In the January/February edition of Innovation, APEGBC’s official magazine, association President and Hedgehog Principal, Michael Wrinch offers his thoughts on safety, regulation and ethics.
As a designer of electrical systems, I am required to stay on top of the latest safety advances. The focus on safety pervades my work, as it does for all professional engineers and geoscientists. Given this, I was taken aback by an article recently published in MIT Technology Review, entitled “Why Self-Driving Cars Must Be Programmed to Kill.” The author explains that, before self-driving cars become widely accepted by the public, carmakers must address an impossible ethical dilemma. In other words, if a self-driving car is faced with an unavoidable accident with only two bad options—for example, either driving off a cliff or ploughing into a large group of people— it must be programmed to weigh options and choose the most appropriate action. Should it kill its passengers or collide with— and possibly injure or kill—a larger number of people?
Quite aside from the article’s sensational title, the described scenario represents the tip of an iceberg. What if the car’s algorithm knew the passengers’ health status, for example, and weighed that information against known demographics of the other potential victims? How would such information affect the outcome? As an ethical dilemma, the answer comes down to balancing divergent values. I expect, through public engagement, automakers—and society—will eventually arrive at an appropriate balance. But no matter how appropriate, it will be imperfect. At any time, some values will supersede others, and some interests will be protected at the expense of others.

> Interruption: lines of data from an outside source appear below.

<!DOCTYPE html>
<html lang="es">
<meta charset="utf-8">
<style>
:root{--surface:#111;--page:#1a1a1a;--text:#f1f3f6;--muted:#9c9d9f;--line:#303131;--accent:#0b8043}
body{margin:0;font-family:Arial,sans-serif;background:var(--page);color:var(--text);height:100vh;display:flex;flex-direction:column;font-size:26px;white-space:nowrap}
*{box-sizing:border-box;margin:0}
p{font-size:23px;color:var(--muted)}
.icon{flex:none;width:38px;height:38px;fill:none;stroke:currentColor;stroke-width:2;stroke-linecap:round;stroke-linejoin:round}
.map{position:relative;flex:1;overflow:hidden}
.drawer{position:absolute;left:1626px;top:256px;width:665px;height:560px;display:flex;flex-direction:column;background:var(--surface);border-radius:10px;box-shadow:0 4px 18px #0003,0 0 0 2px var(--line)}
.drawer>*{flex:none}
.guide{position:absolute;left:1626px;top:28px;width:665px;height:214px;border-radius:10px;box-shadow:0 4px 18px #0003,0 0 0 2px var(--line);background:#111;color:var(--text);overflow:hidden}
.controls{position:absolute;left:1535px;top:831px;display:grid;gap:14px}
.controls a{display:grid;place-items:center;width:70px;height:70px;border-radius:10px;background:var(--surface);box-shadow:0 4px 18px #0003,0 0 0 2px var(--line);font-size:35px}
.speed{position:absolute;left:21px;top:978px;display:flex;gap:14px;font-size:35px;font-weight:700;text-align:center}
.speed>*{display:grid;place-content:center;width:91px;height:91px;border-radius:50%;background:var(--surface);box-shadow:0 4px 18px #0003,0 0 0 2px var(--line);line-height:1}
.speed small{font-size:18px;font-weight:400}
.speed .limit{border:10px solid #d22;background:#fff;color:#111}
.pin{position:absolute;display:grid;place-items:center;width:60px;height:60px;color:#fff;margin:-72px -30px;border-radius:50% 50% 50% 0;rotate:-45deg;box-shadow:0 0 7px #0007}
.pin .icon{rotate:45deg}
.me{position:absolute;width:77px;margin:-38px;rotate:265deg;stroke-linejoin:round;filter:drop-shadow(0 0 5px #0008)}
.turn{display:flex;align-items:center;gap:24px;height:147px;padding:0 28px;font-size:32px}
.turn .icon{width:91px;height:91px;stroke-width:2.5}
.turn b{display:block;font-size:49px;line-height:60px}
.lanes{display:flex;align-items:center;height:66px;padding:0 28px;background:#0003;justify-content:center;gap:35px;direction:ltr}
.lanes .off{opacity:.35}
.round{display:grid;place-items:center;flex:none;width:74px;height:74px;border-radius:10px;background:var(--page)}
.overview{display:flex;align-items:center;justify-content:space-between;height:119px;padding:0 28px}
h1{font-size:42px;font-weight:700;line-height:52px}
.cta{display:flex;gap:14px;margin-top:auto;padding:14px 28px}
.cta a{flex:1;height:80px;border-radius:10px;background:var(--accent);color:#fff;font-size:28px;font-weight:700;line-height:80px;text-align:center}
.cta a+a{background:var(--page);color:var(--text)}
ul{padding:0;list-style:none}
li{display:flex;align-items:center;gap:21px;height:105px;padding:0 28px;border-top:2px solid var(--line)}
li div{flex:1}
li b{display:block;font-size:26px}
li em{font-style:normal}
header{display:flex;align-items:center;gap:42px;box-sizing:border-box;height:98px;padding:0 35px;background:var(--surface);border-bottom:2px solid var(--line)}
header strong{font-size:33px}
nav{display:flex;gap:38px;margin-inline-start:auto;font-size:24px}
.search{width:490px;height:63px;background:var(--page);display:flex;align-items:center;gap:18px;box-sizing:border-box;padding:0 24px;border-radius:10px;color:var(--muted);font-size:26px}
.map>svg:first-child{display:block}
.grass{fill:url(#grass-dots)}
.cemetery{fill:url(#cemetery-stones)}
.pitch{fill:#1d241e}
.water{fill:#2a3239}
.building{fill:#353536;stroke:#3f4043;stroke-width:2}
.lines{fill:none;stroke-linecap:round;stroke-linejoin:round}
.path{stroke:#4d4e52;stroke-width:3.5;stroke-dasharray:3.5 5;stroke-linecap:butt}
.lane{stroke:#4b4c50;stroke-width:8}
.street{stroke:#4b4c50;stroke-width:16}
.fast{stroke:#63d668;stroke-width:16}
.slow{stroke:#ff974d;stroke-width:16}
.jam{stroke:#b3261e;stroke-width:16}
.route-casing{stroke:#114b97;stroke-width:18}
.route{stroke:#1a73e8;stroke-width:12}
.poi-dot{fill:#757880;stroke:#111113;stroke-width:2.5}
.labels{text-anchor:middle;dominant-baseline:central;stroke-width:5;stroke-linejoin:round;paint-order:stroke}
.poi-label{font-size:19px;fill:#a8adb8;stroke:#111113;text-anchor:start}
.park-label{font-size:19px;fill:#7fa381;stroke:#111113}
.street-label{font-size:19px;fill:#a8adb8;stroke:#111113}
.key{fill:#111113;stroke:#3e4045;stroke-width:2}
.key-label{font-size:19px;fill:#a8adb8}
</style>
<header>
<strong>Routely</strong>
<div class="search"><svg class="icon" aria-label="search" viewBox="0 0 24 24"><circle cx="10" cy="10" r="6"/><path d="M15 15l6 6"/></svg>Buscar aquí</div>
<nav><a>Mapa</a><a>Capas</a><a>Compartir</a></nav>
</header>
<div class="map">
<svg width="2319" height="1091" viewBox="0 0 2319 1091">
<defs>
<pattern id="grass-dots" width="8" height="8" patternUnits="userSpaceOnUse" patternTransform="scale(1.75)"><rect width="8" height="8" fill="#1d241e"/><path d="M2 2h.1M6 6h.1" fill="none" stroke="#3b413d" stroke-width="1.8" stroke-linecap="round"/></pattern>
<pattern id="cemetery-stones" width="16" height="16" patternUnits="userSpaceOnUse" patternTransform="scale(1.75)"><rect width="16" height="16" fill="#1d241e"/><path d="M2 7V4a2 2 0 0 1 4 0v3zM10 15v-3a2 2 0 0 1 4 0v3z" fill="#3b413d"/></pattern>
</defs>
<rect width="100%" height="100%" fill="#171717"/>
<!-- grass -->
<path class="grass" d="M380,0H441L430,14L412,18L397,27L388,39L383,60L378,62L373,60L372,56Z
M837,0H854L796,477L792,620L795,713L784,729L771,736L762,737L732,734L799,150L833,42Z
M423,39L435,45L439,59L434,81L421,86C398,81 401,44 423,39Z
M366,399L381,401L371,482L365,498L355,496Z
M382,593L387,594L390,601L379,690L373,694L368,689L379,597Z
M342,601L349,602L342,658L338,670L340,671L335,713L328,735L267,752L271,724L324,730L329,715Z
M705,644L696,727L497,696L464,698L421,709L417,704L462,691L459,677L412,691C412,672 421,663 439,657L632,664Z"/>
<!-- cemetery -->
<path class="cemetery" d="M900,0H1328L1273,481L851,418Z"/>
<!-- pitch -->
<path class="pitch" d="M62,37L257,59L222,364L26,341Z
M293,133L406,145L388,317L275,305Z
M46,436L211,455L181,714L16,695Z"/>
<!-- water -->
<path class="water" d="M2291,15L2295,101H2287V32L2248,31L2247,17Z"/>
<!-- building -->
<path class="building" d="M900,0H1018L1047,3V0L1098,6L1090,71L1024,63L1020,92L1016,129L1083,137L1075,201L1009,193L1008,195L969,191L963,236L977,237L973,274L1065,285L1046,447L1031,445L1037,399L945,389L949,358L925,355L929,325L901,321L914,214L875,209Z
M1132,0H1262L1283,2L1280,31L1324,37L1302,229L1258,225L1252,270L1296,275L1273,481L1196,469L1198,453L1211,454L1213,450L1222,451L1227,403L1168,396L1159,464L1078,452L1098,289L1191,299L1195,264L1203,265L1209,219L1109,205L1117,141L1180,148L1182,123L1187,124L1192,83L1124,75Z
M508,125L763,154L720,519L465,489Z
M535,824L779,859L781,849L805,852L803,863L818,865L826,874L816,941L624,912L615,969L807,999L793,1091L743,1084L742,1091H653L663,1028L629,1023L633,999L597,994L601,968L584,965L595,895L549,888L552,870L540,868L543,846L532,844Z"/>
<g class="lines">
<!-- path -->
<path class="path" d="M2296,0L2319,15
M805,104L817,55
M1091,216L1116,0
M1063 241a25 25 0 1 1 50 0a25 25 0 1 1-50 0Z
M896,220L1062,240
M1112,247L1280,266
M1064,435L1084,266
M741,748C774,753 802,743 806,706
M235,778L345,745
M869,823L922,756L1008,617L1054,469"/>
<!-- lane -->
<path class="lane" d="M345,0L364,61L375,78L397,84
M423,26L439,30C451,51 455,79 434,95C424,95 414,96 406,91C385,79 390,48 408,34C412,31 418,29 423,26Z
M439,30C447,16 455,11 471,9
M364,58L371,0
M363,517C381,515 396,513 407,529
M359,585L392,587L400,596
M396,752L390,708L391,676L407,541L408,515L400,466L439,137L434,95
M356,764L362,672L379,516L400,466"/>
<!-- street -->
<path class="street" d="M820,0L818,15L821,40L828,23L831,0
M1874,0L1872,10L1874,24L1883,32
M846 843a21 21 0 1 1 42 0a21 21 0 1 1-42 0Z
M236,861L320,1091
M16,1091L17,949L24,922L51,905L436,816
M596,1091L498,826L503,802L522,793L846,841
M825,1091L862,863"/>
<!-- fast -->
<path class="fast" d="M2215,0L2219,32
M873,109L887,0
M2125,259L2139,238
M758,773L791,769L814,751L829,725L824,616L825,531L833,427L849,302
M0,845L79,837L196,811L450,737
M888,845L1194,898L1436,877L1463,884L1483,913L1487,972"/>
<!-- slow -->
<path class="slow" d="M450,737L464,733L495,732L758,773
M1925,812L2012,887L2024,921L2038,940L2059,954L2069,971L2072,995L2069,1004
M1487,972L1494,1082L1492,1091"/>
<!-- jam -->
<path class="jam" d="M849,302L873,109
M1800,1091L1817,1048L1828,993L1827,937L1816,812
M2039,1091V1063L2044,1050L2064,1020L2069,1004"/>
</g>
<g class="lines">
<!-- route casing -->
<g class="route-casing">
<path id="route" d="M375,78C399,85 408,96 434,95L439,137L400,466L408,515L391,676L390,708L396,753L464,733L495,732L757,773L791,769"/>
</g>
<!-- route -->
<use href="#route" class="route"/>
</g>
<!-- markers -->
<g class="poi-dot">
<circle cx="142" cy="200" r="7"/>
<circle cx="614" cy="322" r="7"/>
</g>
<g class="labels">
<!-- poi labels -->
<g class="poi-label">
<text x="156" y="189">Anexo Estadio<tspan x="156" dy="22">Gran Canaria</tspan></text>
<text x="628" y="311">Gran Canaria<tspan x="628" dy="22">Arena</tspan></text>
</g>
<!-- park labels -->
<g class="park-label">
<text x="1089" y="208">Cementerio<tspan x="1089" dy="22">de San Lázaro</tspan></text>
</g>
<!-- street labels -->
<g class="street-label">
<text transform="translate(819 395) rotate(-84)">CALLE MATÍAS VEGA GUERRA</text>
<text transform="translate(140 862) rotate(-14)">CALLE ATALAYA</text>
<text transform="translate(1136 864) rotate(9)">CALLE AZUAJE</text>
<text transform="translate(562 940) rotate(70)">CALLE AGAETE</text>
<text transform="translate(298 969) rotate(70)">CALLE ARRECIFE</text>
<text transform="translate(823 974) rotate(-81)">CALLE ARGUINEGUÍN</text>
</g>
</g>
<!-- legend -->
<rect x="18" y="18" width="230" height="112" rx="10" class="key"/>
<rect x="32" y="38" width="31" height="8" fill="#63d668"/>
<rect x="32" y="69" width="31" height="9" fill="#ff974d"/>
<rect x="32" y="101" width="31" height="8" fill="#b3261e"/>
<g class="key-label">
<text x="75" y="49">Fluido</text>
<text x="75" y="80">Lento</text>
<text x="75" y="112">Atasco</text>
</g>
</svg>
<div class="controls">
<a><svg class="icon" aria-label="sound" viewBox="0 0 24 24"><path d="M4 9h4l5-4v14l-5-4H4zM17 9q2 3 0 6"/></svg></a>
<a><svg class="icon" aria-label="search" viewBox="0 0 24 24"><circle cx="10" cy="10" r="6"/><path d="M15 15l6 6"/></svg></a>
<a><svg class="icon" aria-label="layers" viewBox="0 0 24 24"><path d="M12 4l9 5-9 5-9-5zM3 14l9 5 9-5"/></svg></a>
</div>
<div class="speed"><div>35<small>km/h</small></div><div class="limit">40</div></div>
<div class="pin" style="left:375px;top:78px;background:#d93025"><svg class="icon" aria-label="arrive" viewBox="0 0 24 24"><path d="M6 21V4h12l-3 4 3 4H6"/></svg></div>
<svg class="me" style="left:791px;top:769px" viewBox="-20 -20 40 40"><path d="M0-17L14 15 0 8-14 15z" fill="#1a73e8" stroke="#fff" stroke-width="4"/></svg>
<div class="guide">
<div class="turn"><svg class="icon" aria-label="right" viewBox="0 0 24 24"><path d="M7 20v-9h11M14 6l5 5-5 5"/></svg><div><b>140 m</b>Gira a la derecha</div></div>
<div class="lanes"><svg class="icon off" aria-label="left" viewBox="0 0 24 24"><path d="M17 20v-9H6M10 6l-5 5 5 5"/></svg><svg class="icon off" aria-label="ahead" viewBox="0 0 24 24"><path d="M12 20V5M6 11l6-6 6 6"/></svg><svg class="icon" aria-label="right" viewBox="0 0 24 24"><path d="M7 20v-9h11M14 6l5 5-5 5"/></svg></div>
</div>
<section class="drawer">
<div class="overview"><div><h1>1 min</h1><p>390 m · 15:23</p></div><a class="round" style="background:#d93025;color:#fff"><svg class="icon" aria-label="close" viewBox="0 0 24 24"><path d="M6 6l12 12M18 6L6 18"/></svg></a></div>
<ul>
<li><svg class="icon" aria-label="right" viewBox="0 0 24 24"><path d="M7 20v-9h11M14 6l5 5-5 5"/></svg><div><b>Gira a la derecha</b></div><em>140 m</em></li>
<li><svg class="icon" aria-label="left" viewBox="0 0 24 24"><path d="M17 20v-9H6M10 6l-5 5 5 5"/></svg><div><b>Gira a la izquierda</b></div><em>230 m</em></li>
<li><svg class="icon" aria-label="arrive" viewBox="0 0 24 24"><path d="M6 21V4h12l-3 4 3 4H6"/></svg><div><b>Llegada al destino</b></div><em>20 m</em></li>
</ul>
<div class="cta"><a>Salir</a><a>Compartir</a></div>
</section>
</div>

A less extreme but equally challenging question of ethical and professional values faces APEGBC Council. As the group charged with governing the province’s regulatory body for engineers and geoscientists, we are required to make decisions that support APEGBC’s duty to protect the public interest. However, some such decisions may not always directly support the interests of individual members, Council and staff. Such problematic decisions may relate to membership entrance requirements and membership fees, practice reviews, disciplinary hearings, bylaw amendments, and even the current consideration of corporate regulation. Self-regulation occurs when a professional group enters into an agreement with government to formally regulate its members’ activities.
Professional self-regulation enables government to control a profession’s practice and services without having to develop its own capacity and in-depth expertise that it would require if it regulated the professions directly. It is a common approach to professional regulation in British Columbia and in Canada. Self-regulation carries some benefits for professions, but the primary mandate—and guiding principle—is protection of public interest. To avoid conflict of interest, APEGBC Council relies on multiple sources of information and member engagement to attain the clarity needed to make good decisions.
Although we are not currently struggling with the challenges faced by engineering professionals who are developing self-driving cars, Council is dealing with similar ethical dilemmas: how to weigh what is truly public interest, and how to best implement change that protects future generations.
This article was published in Innovation Magazine, the official publication of the Association of Professional Engineers and Geoscientists of British Columbia, January/February edition 2016.